MUNICIPAL BYLAWS: IGNORED AND UNDERMINED

  • At the municipal level, the failure is even more visible.

  • Most municipalities have bylaws explicitly prohibiting livestock from roaming freely in public spaces.

  • These bylaws exist to protect public safety, prevent accidents, and limit disease transmission.

  • During an active FMD outbreak, their enforcement is not optional; it is essential.

  • Yet across South Africa, illegal grazing continues openly.

  • Animals are not impounded.

  • Owners are not fined.

  • No deterrent exists.

  • Municipal authorities, fully aware of the risks, have chosen inaction.

  • This is not ignorance. It is neglect.

  • By allowing illegal grazing and uncontrolled animal movement during a declared animal health crisis, municipalities are actively enabling the spread of FMD.

  • Their failure has direct economic consequences: export bans, market losses, rising food prices, and the erosion of rural livelihoods.

  • This breakdown reflects a broader collapse of cooperative governance.

  • National directives are issued without enforcement support.

  • Provinces declare quarantines without capacity.

  • Municipalities ignore their own laws.

  • Responsibility is shifted, while the virus advances.

ECONOMIC IMPACT:

  • The financial consequences are severe and escalating.

  • South Africa’s livestock sector has suffered billions of rand in losses due to export suspensions, reduced slaughter numbers, declining milk production, and disrupted supply chains.

  • Farmers face shrinking incomes, rising costs, and prolonged uncertainty.

  • Banks have tightened credit.

  • Insurers have withdrawn or increased premiums.

  • Many producers, particularly in heavily affected regions, are approaching insolvency.

  • Rural employment is under threat, and food affordability for consumers is increasingly at risk.

  • What is unfolding is not a temporary setback, but the systematic erosion of an entire sector.

  • Without decisive intervention, recovery will take years, if it remains possible at all.

The Foot-and-Mouth Disease crisis in South Africa is not an unavoidable natural disaster.

It is a foreseeable, preventable, and ongoing failure of governance, enforcement, and leadership.

The laws exist. The risks are well documented. The tools for containment are known.

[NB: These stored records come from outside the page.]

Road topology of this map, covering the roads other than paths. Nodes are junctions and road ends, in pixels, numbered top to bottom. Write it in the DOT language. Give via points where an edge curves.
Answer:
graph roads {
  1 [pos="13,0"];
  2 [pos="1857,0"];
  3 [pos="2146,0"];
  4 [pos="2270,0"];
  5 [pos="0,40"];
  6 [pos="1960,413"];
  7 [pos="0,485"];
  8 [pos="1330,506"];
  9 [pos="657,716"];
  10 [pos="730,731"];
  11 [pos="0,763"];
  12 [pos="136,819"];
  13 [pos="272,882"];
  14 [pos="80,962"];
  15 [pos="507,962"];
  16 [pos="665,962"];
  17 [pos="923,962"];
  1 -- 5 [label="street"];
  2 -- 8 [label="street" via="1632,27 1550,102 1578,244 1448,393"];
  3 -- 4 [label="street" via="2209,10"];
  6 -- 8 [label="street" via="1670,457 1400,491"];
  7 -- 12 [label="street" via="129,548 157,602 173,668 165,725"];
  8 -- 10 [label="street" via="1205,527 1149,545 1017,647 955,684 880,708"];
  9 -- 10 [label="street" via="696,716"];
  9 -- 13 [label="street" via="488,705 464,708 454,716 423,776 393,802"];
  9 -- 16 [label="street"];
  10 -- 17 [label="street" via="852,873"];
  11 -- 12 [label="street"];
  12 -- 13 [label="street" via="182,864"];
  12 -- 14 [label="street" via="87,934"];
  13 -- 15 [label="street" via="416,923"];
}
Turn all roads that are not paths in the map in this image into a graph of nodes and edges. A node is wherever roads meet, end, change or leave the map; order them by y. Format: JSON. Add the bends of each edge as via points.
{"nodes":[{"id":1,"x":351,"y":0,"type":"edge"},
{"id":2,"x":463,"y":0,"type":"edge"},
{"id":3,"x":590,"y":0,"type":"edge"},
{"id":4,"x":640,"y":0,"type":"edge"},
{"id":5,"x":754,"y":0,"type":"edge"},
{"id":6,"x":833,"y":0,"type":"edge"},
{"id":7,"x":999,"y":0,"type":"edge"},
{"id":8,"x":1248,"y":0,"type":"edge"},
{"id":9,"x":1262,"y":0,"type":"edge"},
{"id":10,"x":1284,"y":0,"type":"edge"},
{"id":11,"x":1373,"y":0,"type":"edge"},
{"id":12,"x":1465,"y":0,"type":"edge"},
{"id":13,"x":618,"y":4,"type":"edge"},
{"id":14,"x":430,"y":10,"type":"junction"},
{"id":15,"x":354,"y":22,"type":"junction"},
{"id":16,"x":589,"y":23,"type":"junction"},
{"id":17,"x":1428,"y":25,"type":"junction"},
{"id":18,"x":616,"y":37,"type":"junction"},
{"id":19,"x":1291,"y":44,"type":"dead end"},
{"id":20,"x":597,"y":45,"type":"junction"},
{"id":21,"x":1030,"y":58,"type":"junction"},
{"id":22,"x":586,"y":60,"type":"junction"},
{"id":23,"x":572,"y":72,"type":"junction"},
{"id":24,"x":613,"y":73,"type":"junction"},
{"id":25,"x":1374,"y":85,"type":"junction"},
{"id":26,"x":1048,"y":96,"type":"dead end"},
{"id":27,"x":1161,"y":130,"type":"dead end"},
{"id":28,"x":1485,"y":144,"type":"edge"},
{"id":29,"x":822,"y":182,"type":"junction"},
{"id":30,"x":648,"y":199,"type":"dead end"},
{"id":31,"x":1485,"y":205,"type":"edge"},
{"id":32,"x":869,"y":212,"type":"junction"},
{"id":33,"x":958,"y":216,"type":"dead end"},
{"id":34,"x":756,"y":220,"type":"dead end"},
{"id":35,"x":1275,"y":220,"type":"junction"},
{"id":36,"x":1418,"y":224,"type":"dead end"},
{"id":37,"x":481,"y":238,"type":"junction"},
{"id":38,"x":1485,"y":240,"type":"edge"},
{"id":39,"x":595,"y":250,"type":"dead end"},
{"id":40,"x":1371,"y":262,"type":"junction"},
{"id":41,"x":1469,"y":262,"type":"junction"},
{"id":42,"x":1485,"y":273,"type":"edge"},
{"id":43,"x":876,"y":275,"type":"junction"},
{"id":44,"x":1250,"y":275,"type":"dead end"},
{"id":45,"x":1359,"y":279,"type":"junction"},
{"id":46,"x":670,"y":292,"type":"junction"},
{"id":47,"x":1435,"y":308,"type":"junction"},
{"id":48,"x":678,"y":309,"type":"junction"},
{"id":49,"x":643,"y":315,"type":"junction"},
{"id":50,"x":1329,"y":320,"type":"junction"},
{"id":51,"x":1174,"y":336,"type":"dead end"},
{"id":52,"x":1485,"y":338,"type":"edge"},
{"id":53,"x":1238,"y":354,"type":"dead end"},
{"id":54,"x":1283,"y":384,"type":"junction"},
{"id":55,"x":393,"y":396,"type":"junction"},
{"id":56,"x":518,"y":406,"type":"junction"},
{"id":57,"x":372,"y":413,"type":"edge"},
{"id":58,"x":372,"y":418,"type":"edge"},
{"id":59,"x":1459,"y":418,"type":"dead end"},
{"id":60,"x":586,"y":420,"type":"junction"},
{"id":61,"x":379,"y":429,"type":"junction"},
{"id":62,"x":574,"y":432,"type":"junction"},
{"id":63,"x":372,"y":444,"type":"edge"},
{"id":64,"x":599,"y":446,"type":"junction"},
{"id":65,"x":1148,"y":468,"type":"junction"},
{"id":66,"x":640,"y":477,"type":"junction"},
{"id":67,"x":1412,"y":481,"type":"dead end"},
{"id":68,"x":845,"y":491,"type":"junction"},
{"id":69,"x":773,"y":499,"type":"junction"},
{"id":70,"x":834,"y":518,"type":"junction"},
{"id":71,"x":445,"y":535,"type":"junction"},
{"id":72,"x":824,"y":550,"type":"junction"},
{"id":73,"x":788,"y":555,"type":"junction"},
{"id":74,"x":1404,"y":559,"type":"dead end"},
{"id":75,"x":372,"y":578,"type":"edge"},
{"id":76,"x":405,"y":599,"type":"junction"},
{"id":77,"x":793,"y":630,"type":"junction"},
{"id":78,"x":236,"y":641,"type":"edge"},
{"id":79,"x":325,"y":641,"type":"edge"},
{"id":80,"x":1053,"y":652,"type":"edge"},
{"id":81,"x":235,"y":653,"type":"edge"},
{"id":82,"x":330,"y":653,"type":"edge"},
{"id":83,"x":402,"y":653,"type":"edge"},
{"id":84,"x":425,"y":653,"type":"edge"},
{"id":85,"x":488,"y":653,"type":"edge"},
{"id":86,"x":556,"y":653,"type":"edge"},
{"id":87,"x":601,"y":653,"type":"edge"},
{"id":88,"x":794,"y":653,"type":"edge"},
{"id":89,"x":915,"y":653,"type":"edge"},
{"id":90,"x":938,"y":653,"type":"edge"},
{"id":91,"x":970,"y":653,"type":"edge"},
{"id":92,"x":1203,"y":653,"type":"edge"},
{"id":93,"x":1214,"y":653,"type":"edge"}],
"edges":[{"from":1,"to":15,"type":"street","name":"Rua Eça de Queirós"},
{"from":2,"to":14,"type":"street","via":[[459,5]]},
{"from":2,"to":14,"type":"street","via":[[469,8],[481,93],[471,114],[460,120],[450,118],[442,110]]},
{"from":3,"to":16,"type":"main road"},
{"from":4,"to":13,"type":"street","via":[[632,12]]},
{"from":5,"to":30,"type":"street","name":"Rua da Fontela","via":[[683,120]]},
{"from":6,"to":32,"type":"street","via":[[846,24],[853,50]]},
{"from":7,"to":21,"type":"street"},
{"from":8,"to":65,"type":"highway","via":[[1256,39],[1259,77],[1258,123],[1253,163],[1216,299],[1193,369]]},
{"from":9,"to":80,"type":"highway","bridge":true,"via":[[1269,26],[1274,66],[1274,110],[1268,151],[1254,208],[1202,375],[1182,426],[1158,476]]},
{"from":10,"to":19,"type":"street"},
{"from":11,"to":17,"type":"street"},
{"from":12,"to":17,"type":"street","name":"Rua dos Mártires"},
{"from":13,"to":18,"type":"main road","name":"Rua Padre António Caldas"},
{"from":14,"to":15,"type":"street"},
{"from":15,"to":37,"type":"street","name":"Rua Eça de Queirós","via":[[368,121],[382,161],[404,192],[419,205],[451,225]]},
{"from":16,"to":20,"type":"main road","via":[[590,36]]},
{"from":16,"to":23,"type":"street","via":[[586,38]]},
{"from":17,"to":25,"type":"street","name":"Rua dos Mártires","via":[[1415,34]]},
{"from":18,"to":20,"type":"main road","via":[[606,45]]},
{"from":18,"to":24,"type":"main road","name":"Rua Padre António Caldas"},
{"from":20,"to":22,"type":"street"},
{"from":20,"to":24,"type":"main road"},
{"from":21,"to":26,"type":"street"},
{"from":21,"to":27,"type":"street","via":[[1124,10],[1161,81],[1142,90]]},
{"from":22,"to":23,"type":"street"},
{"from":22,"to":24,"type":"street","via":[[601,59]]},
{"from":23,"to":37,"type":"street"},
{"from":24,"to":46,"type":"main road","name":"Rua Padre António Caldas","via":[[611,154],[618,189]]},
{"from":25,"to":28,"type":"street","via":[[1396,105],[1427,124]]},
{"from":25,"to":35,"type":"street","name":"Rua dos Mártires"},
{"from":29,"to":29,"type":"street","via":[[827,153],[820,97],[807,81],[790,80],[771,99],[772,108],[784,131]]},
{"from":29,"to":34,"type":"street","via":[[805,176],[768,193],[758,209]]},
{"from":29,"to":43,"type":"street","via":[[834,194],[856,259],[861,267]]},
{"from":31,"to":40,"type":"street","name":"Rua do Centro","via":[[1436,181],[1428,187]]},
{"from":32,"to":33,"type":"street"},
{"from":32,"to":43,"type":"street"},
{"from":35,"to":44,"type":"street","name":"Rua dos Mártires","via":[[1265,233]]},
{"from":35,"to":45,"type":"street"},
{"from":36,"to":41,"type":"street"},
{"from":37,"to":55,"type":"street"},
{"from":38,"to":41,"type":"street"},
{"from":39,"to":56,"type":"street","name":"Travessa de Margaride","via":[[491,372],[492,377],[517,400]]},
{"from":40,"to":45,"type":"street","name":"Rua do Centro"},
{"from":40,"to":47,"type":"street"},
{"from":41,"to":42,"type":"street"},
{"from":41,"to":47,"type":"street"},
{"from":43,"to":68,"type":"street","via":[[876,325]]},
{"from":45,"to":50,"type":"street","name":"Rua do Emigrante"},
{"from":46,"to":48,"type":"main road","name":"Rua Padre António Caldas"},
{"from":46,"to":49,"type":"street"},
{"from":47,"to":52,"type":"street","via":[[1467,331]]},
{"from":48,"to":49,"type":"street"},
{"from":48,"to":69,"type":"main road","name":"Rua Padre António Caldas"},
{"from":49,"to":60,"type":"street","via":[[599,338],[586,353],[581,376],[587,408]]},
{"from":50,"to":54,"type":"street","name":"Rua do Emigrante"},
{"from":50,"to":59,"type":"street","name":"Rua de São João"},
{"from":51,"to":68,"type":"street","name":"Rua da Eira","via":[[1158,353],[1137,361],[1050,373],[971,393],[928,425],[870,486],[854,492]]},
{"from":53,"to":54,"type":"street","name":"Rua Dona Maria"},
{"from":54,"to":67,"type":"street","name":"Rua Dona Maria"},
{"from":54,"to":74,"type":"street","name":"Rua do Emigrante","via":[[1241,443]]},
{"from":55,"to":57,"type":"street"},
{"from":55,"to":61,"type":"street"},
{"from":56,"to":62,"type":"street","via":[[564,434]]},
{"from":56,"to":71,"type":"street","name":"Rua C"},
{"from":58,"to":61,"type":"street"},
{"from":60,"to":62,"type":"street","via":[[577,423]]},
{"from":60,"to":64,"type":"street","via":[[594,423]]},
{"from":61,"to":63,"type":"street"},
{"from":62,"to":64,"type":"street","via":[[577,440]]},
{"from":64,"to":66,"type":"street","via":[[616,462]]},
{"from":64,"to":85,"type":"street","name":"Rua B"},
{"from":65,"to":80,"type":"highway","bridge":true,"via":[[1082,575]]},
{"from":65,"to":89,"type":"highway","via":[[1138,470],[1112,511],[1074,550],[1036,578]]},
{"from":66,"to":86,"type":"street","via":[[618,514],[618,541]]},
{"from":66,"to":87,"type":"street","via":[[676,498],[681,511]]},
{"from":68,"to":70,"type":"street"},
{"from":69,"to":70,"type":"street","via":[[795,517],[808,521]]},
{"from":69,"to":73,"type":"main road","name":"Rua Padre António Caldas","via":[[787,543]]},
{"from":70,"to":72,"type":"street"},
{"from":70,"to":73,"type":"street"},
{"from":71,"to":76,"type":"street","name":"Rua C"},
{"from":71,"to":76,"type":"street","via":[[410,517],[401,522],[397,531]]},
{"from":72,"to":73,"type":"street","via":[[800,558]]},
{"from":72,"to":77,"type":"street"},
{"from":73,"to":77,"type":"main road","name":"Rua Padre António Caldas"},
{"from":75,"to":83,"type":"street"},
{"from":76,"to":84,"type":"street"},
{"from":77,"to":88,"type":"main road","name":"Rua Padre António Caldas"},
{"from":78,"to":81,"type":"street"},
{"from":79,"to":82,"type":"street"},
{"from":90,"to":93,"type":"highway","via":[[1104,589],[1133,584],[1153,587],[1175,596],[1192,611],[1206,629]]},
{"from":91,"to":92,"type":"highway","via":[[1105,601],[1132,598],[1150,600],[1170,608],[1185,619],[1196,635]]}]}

What is absent is the WILL to enforce them consistently and decisively.


Specialised Security Services emphasises that continued inaction sets a dangerous precedent.

When the state allows lawlessness during a national biosecurity emergency,

it signals that compliance is optional and accountability is negotiable.

This undermines not only disease control but the rule of law itself.


Immediate action is required. Vaccine supply chains must be stabilised without delay.

The SAPS must be actively integrated into movement control and enforcement.

Municipalities must enforce grazing bylaws without exception.

Veterinary services must be rebuilt with proper funding, training, and authority.


The agricultural sector, the public, and the international community must demand accountability.

Failure to act now is not passive oversight; it is an active decision to allow the continued destruction of

South Africa’s livestock industry and the livelihoods it supports.


Specialised Security Services will continue to monitor, analyse,

and expose systemic failures that place national security,

food security and economic stability, at risk.